Start of Block

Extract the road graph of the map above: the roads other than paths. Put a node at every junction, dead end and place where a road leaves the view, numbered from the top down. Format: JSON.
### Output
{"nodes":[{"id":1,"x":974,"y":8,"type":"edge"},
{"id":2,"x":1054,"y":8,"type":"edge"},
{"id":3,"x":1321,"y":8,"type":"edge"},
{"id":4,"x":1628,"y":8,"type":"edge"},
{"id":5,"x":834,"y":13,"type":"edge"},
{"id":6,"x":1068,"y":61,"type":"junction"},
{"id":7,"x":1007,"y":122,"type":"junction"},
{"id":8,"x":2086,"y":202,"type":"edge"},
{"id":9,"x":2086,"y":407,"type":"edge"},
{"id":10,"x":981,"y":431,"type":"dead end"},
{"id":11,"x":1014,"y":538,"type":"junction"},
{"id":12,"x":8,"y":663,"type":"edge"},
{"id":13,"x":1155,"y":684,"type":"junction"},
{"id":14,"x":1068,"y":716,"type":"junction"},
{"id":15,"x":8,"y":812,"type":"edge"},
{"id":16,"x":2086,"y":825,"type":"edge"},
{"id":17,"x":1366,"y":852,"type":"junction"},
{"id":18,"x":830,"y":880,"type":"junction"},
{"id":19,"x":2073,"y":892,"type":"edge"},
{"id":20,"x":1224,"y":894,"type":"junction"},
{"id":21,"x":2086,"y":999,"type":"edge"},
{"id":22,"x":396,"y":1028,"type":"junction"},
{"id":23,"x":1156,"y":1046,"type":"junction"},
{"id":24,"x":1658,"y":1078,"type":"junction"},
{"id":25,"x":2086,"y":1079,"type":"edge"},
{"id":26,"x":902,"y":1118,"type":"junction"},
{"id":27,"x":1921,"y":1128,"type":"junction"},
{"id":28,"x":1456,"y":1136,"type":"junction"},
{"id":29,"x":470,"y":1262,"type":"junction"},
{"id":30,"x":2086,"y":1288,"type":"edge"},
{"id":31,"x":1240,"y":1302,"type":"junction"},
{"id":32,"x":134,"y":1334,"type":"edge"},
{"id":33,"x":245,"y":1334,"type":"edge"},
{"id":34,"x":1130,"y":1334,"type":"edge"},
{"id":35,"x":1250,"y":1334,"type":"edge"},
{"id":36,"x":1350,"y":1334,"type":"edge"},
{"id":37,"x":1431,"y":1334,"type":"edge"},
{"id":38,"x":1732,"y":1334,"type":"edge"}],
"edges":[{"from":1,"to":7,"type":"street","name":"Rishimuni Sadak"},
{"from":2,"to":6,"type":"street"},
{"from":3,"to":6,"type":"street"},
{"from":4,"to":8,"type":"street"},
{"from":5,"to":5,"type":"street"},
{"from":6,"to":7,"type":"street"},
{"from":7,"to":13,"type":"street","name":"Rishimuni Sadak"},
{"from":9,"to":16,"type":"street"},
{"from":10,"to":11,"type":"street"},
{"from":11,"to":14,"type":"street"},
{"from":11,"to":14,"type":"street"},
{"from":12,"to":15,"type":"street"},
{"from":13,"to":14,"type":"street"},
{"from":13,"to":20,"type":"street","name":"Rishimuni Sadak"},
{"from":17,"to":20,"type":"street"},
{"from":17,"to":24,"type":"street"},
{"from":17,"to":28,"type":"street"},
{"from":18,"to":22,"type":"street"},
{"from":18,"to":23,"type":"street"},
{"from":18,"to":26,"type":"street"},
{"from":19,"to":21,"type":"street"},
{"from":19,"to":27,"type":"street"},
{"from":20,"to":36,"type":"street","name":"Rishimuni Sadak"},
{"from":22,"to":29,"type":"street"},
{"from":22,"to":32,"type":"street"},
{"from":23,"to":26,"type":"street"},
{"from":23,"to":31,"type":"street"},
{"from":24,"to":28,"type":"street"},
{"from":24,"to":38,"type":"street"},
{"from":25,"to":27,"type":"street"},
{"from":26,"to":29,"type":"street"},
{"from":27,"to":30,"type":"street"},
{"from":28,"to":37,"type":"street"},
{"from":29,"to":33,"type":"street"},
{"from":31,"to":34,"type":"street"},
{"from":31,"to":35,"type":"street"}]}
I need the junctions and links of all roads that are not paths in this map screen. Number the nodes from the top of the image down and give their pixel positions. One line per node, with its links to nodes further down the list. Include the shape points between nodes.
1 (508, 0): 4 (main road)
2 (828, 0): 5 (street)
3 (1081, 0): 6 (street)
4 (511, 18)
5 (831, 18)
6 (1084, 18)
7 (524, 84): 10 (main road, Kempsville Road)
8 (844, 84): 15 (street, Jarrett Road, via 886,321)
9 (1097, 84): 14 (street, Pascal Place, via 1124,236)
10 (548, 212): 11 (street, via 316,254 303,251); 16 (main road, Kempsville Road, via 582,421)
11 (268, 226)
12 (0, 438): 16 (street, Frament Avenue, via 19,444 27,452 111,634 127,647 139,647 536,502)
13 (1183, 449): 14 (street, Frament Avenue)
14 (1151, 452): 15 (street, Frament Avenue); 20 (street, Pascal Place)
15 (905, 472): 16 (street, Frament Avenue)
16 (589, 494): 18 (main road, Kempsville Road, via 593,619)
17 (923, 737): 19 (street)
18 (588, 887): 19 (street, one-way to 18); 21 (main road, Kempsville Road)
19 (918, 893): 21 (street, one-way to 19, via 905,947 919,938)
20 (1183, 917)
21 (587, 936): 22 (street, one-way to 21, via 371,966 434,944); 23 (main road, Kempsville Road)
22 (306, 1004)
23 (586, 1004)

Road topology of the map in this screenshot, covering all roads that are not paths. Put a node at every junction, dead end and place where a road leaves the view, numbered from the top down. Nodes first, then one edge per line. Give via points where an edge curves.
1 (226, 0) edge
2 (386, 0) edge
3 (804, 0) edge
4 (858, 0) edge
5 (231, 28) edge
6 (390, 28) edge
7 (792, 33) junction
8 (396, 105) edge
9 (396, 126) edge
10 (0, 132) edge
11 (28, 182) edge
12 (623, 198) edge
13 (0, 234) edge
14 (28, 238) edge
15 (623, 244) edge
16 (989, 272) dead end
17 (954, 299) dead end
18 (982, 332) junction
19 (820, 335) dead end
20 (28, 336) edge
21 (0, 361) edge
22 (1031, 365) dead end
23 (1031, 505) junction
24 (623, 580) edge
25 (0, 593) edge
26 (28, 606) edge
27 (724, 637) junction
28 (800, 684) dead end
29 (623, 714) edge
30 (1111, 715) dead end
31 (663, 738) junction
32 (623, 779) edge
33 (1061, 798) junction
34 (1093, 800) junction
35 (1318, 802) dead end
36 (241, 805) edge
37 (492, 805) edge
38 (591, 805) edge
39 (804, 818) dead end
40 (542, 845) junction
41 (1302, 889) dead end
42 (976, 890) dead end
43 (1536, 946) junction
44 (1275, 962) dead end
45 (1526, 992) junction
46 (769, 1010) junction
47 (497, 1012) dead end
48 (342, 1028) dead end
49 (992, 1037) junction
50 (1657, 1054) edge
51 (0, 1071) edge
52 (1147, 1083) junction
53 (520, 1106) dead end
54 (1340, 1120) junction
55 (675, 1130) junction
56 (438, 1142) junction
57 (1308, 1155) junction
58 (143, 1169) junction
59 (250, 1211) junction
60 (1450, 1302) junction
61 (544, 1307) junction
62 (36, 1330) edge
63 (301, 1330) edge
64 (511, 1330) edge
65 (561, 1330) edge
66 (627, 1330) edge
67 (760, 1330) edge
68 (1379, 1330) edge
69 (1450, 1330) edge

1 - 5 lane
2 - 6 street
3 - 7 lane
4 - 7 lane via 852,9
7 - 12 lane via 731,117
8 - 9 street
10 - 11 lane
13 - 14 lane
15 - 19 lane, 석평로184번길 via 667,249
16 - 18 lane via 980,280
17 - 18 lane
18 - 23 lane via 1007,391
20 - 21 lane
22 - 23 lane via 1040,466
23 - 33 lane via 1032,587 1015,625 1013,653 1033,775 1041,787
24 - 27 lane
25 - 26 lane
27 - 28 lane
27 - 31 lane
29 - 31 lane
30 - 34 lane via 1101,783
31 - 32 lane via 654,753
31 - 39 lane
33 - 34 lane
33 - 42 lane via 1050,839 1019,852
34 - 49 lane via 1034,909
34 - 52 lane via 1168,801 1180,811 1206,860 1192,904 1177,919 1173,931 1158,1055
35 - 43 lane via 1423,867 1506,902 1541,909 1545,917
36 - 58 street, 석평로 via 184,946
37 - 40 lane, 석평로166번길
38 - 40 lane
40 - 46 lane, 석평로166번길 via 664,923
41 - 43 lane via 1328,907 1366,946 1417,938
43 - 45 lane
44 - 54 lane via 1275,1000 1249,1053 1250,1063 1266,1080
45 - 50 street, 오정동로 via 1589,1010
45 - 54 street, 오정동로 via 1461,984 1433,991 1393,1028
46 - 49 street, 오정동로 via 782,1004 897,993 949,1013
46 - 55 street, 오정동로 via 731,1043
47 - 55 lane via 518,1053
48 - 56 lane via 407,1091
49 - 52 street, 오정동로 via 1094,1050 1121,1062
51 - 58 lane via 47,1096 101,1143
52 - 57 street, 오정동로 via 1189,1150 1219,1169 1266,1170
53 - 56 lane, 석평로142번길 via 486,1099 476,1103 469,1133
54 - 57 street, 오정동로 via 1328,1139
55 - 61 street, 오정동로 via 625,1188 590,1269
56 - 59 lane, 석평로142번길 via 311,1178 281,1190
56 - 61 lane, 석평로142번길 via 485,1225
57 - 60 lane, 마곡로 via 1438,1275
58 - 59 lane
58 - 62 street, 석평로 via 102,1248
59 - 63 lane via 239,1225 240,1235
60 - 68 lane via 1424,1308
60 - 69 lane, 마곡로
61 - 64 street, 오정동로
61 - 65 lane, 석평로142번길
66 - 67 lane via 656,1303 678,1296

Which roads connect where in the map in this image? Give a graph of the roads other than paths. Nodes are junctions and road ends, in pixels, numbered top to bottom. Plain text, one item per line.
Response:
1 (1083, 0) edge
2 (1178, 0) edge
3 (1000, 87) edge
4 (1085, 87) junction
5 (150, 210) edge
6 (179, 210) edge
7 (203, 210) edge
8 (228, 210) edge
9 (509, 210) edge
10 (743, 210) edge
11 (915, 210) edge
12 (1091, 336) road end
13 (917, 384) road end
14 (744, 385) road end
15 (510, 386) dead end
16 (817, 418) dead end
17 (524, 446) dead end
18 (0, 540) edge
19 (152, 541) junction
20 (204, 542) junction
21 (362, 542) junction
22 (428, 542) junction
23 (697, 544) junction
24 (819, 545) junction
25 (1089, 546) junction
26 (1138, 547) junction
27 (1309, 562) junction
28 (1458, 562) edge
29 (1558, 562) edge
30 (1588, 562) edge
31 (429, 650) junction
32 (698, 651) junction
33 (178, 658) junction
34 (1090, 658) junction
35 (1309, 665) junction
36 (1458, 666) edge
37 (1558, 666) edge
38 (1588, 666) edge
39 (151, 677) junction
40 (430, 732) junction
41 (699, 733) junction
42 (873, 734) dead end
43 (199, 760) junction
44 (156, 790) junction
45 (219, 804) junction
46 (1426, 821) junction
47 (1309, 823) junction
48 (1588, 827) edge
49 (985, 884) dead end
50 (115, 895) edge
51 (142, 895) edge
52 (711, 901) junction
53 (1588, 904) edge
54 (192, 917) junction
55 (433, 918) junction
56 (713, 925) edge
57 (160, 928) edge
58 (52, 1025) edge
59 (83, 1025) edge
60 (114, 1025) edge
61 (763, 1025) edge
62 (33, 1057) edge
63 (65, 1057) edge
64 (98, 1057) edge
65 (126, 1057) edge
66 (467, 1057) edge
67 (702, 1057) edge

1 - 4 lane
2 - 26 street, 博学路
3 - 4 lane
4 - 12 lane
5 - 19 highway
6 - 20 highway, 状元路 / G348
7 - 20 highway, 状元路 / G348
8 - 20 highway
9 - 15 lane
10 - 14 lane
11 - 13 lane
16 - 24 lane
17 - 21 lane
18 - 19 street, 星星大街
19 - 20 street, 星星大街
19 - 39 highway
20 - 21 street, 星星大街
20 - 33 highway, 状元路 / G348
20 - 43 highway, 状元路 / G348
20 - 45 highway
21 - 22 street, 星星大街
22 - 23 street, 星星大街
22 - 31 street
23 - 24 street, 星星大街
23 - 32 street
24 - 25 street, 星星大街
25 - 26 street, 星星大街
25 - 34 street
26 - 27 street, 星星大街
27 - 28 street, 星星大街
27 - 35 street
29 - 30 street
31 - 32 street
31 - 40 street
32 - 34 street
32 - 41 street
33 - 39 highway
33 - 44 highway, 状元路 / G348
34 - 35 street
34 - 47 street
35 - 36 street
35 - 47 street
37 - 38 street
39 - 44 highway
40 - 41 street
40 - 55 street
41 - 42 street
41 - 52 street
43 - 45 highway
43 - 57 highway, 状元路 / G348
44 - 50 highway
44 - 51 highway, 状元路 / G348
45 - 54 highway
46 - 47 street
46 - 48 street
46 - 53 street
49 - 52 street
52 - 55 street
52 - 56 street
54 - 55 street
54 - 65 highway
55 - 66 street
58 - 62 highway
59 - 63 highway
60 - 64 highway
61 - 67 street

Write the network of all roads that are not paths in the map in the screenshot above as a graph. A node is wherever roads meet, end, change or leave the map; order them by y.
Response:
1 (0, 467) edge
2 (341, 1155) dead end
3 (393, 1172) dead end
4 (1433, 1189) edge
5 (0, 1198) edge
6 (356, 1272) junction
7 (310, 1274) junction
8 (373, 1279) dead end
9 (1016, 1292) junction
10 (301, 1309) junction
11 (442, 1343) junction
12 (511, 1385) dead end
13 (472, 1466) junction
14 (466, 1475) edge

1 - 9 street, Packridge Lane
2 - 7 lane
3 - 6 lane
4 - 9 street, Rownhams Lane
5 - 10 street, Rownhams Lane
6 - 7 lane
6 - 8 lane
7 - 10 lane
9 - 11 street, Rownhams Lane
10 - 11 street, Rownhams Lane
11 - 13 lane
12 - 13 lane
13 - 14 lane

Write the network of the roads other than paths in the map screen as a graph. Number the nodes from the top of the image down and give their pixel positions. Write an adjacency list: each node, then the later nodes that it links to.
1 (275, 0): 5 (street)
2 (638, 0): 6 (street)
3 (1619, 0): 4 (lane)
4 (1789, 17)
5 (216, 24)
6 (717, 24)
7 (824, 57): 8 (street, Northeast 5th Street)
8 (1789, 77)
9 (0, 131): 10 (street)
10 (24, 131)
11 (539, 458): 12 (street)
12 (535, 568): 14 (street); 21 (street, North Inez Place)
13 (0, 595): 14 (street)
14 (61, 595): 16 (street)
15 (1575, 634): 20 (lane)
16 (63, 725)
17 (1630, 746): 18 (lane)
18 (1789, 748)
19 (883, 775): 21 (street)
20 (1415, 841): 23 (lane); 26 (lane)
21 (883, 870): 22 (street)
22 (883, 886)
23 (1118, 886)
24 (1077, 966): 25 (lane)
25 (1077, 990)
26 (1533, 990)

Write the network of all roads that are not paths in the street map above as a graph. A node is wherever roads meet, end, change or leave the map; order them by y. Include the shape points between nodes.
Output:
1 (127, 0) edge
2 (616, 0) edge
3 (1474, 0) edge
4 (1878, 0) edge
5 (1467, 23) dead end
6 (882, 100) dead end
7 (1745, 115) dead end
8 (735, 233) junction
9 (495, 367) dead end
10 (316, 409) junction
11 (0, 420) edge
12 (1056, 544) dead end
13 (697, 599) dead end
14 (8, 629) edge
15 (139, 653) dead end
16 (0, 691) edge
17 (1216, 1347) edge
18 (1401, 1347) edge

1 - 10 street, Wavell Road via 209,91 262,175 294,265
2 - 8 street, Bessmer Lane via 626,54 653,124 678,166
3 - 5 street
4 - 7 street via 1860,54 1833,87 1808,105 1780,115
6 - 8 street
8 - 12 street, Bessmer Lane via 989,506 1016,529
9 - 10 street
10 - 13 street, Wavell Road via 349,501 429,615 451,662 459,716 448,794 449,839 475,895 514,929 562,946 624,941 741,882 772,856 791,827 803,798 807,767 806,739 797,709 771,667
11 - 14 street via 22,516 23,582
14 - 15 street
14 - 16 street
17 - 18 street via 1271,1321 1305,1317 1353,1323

End of Block

The answer must be every line from the entries above that holds the string "Include".

• Solved exercise:
I need the junctions and links of all roads that are not paths in this map screen. Number the nodes from the top of the image down and give their pixel positions. One line per node, with its links to nodes further down the list. Include the shape points between nodes.
Write the network of all roads that are not paths in the street map above as a graph. A node is wherever roads meet, end, change or leave the map; order them by y. Include the shape points between nodes.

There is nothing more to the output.